* _EXERCISE GOAL_:
In the entries below, find each line bearing the string "routing" and copy it.

* _DATA_:
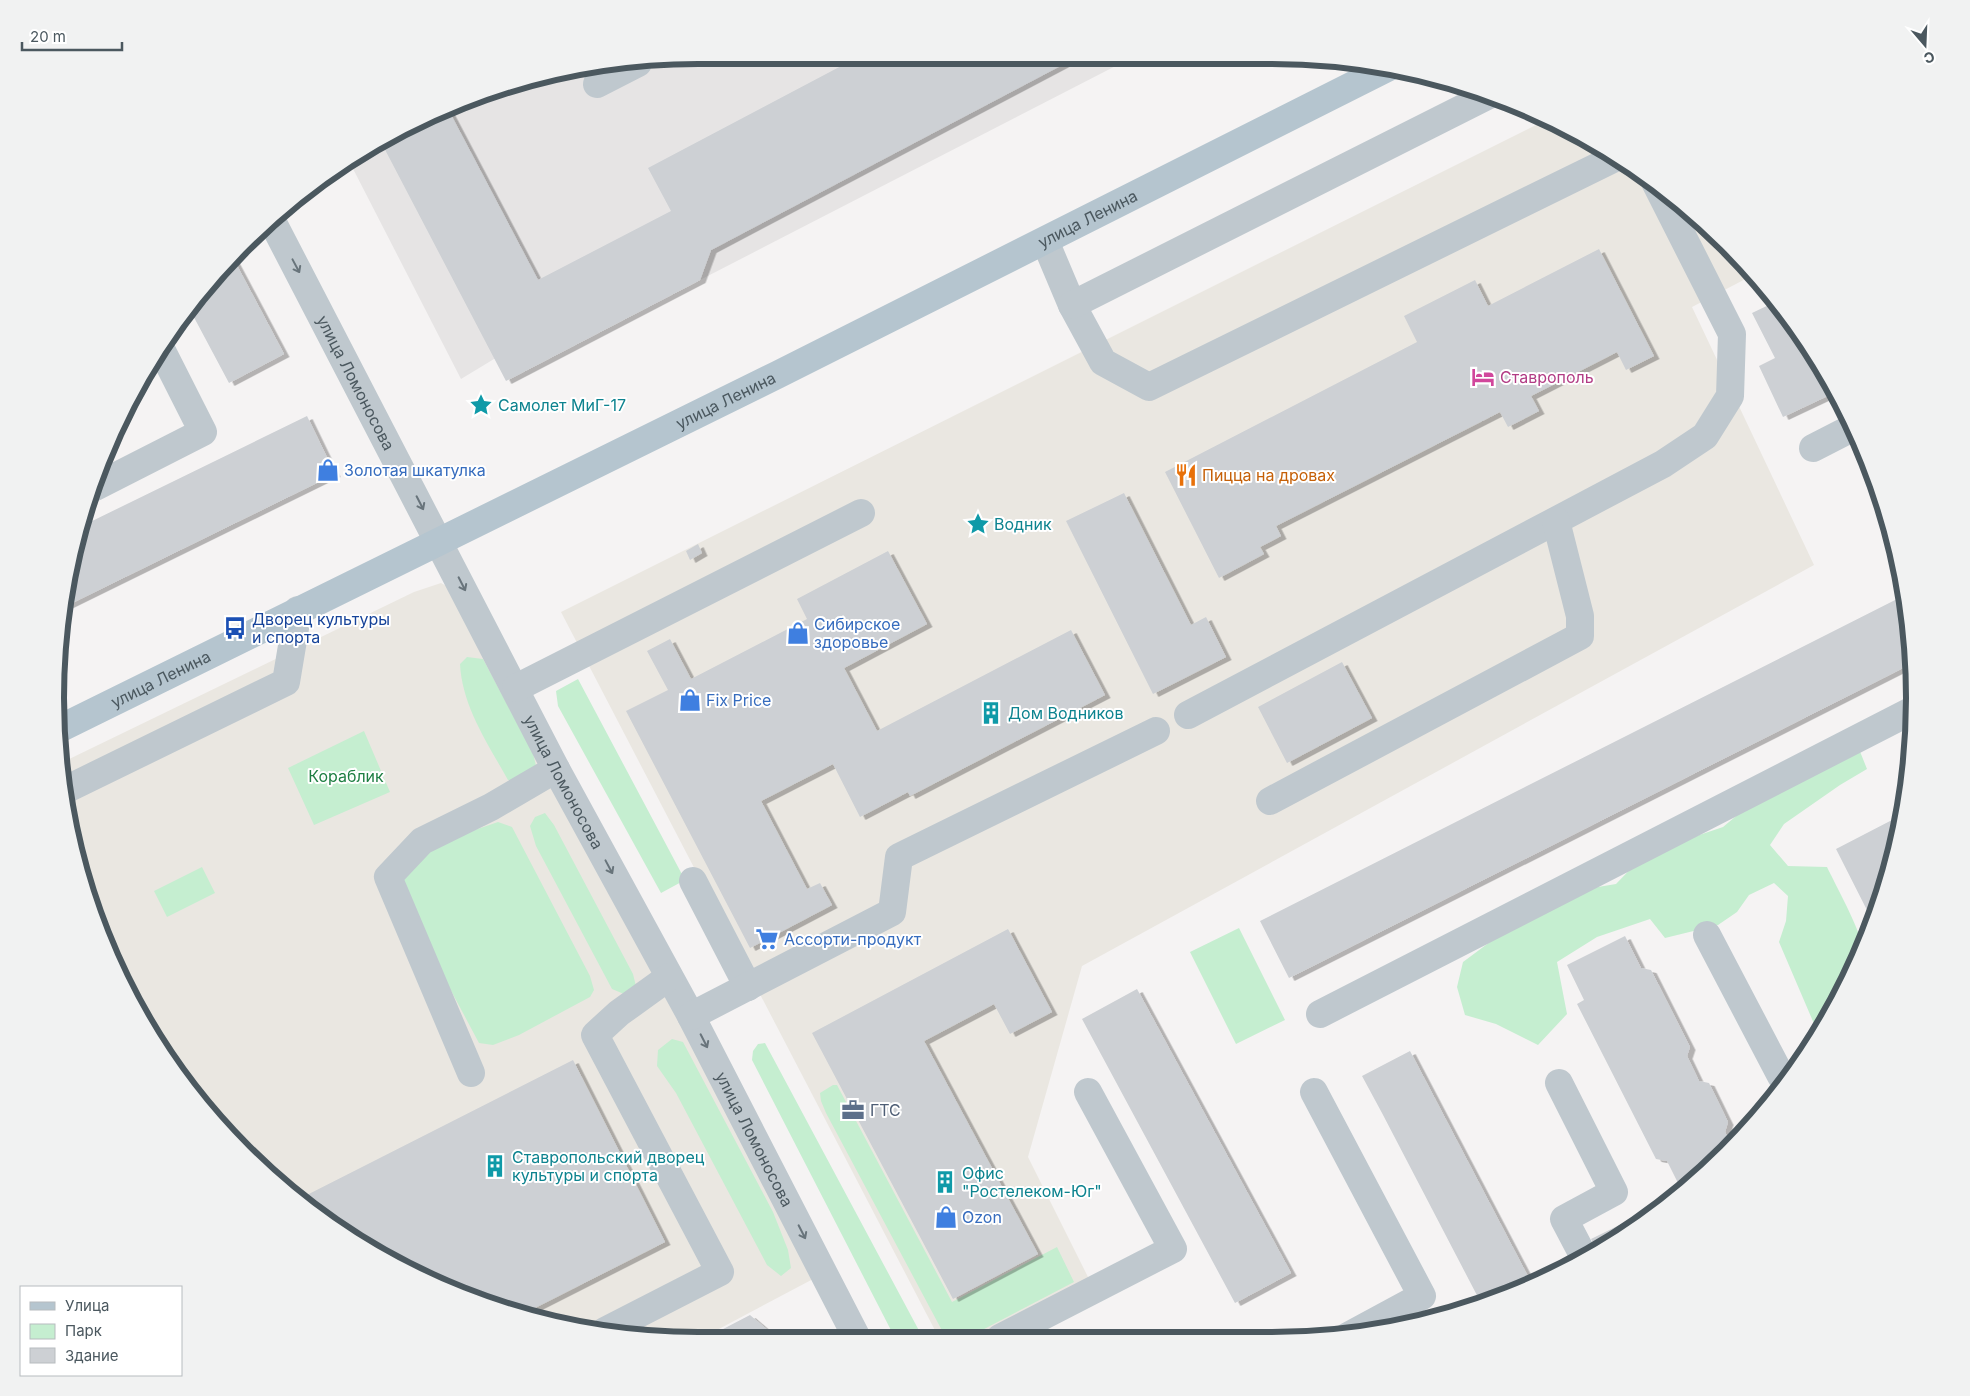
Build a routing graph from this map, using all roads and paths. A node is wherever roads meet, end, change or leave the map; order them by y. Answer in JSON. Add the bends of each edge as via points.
{"nodes":[{"id":1,"x":629,"y":68,"type":"edge"},
{"id":2,"x":1377,"y":73,"type":"edge"},
{"id":3,"x":597,"y":84,"type":"dead end"},
{"id":4,"x":1481,"y":99,"type":"edge"},
{"id":5,"x":1608,"y":161,"type":"edge"},
{"id":6,"x":1664,"y":200,"type":"edge"},
{"id":7,"x":275,"y":226,"type":"edge"},
{"id":8,"x":1045,"y":241,"type":"junction"},
{"id":9,"x":1072,"y":305,"type":"junction"},
{"id":10,"x":165,"y":356,"type":"edge"},
{"id":11,"x":1847,"y":431,"type":"edge"},
{"id":12,"x":1813,"y":448,"type":"dead end"},
{"id":13,"x":101,"y":484,"type":"edge"},
{"id":14,"x":861,"y":513,"type":"dead end"},
{"id":15,"x":1556,"y":521,"type":"junction"},
{"id":16,"x":439,"y":540,"type":"junction"},
{"id":17,"x":298,"y":610,"type":"junction"},
{"id":18,"x":516,"y":688,"type":"junction"},
{"id":19,"x":1906,"y":714,"type":"edge"},
{"id":20,"x":1188,"y":715,"type":"dead end"},
{"id":21,"x":65,"y":726,"type":"edge"},
{"id":22,"x":1156,"y":731,"type":"dead end"},
{"id":23,"x":556,"y":768,"type":"junction"},
{"id":24,"x":70,"y":787,"type":"edge"},
{"id":25,"x":1270,"y":800,"type":"dead end"},
{"id":26,"x":693,"y":880,"type":"dead end"},
{"id":27,"x":1707,"y":935,"type":"dead end"},
{"id":28,"x":668,"y":977,"type":"junction"},
{"id":29,"x":748,"y":987,"type":"junction"},
{"id":30,"x":1320,"y":1014,"type":"dead end"},
{"id":31,"x":691,"y":1016,"type":"junction"},
{"id":32,"x":471,"y":1073,"type":"dead end"},
{"id":33,"x":1781,"y":1076,"type":"edge"},
{"id":34,"x":1559,"y":1082,"type":"dead end"},
{"id":35,"x":1088,"y":1092,"type":"dead end"},
{"id":36,"x":1314,"y":1092,"type":"dead end"},
{"id":37,"x":1581,"y":1251,"type":"edge"},
{"id":38,"x":1369,"y":1325,"type":"edge"},
{"id":39,"x":613,"y":1327,"type":"edge"},
{"id":40,"x":854,"y":1332,"type":"edge"},
{"id":41,"x":1012,"y":1332,"type":"edge"}],
"edges":[{"from":1,"to":3,"type":"street"},
{"from":2,"to":8,"type":"main road","name":"улица Ленина"},
{"from":4,"to":9,"type":"street"},
{"from":5,"to":9,"type":"street","via":[[1149,387],[1103,362]]},
{"from":6,"to":15,"type":"street","via":[[1732,334],[1730,396],[1705,436],[1662,464]]},
{"from":7,"to":16,"type":"street","name":"улица Ломоносова","one_way":true},
{"from":8,"to":9,"type":"street"},
{"from":8,"to":16,"type":"main road","name":"улица Ленина"},
{"from":10,"to":13,"type":"street","via":[[203,432]]},
{"from":11,"to":12,"type":"street"},
{"from":14,"to":18,"type":"street"},
{"from":15,"to":20,"type":"street"},
{"from":15,"to":25,"type":"street","via":[[1580,616],[1580,636]]},
{"from":16,"to":17,"type":"main road","name":"улица Ленина"},
{"from":16,"to":18,"type":"street","name":"улица Ломоносова","one_way":true},
{"from":17,"to":21,"type":"main road","name":"улица Ленина"},
{"from":17,"to":24,"type":"street","via":[[286,682]]},
{"from":18,"to":23,"type":"street","name":"улица Ломоносова"},
{"from":19,"to":30,"type":"street"},
{"from":22,"to":29,"type":"street","via":[[899,857],[892,912]]},
{"from":23,"to":28,"type":"street","name":"улица Ломоносова","one_way":true},
{"from":23,"to":32,"type":"street","via":[[491,807],[422,841],[388,877]]},
{"from":26,"to":29,"type":"street"},
{"from":27,"to":33,"type":"street"},
{"from":28,"to":31,"type":"street","name":"улица Ломоносова"},
{"from":28,"to":39,"type":"street","via":[[595,1035],[720,1272]]},
{"from":29,"to":31,"type":"street"},
{"from":31,"to":40,"type":"street","name":"улица Ломоносова","one_way":true},
{"from":34,"to":37,"type":"street","via":[[1614,1192],[1564,1219]]},
{"from":35,"to":41,"type":"street","via":[[1172,1249]]},
{"from":36,"to":38,"type":"street","via":[[1422,1296]]}]}
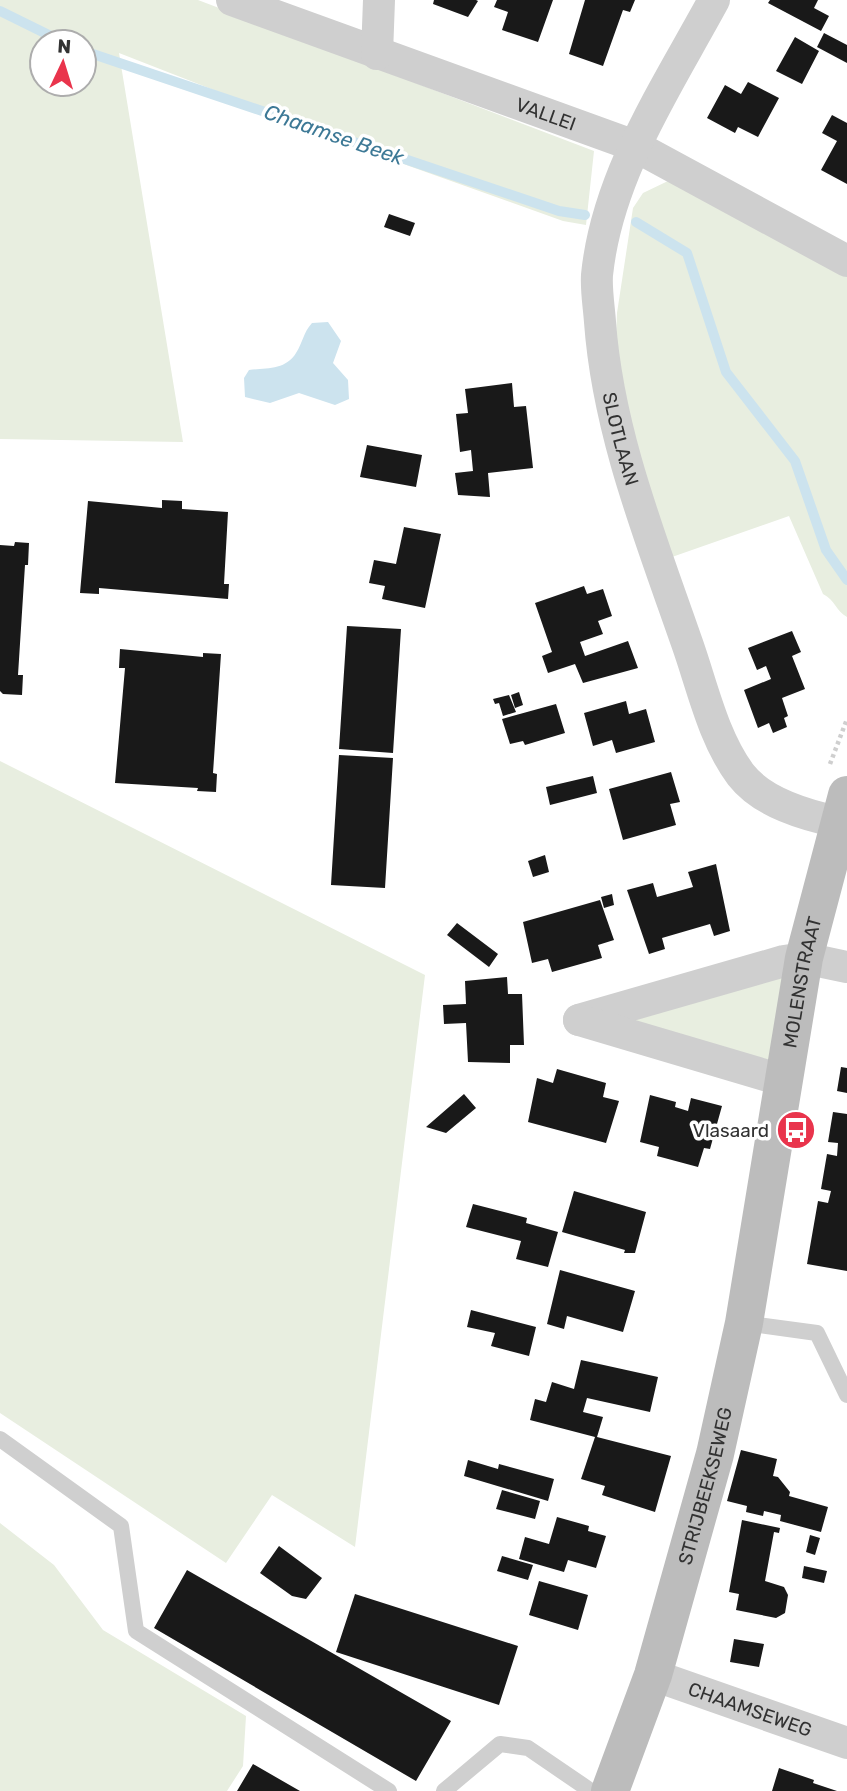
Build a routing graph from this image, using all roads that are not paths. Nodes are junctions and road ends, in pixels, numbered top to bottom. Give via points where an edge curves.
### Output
1 (232, 0) edge
2 (379, 0) edge
3 (714, 0) edge
4 (377, 54) junction
5 (635, 146) junction
6 (847, 261) edge
7 (843, 809) edge
8 (804, 958) junction
9 (847, 967) edge
10 (785, 1081) junction
11 (771, 1172) joint
12 (744, 1323) junction
13 (847, 1395) edge
14 (0, 1439) edge
15 (653, 1675) junction
16 (847, 1743) edge
17 (389, 1791) edge
18 (444, 1791) edge
19 (592, 1791) edge
20 (610, 1791) edge

1 - 4 street, VALLEI
2 - 4 street
3 - 5 street, SLOTLAAN
4 - 5 street, VALLEI
5 - 6 street, VALLEI
5 - 7 street, SLOTLAAN via 606,218 597,278 602,353 639,503 719,735 741,775 773,800 811,816
7 - 8 main road, MOLENSTRAAT
8 - 9 street
8 - 10 main road, MOLENSTRAAT
8 - 10 street via 579,1020
10 - 11 main road, MOLENSTRAAT
11 - 12 main road, STRIJBEEKSEWEG
12 - 13 lane via 817,1333
12 - 15 main road, STRIJBEEKSEWEG via 715,1454
14 - 17 lane via 121,1527 136,1631
15 - 16 street, CHAAMSEWEG
15 - 20 main road, STRIJBEEKSEWEG
18 - 19 lane via 500,1744 528,1748

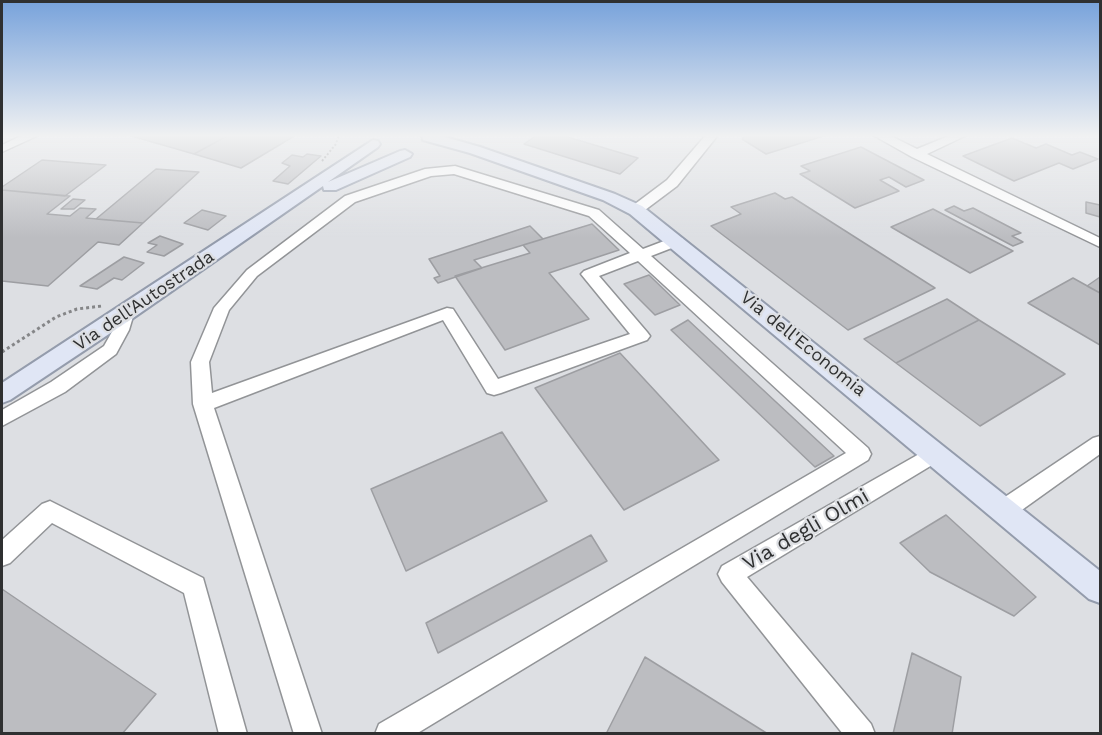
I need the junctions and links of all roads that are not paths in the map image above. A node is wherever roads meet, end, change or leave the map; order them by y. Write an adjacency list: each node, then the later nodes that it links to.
1 (334, 169): 6 (main road, Via dell'Autostrada)
2 (372, 169): 6 (main road, Via dell'Autostrada)
3 (530, 169): 7 (main road, Via dell'Economia)
4 (683, 169): 7 (street)
5 (948, 169): 9 (street)
6 (285, 206): 11 (main road, Via dell'Autostrada)
7 (636, 210): 8 (main road, Via dell'Economia)
8 (677, 241): 10 (street); 16 (main road, Via dell'Economia)
9 (1101, 243)
10 (642, 254): 13 (street); 13 (street); 22 (street)
11 (119, 309): 12 (main road, Via dell'Autostrada); 14 (street)
12 (2, 394)
13 (203, 404): 21 (street)
14 (2, 420)
15 (1101, 444): 17 (street)
16 (935, 453): 17 (main road, Via dell'Economia); 23 (street, Via degli Olmi)
17 (1004, 510): 19 (main road, Via dell'Economia)
18 (2, 555): 20 (street)
19 (1101, 589)
20 (233, 734)
21 (308, 734)
22 (389, 734)
23 (861, 734)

* _SOLUTION TO THE EXERCISE_:
Build a routing graph from this map, using all roads and paths. A node is wherever roads meet, end, change or leave the map; order them by y. Answer in JSON. Add the bends of each edge as via points.
Build a routing graph from this image, using all roads that are not paths. Nodes are junctions and road ends, in pixels, numbered top to bottom. Give via points where an edge curves.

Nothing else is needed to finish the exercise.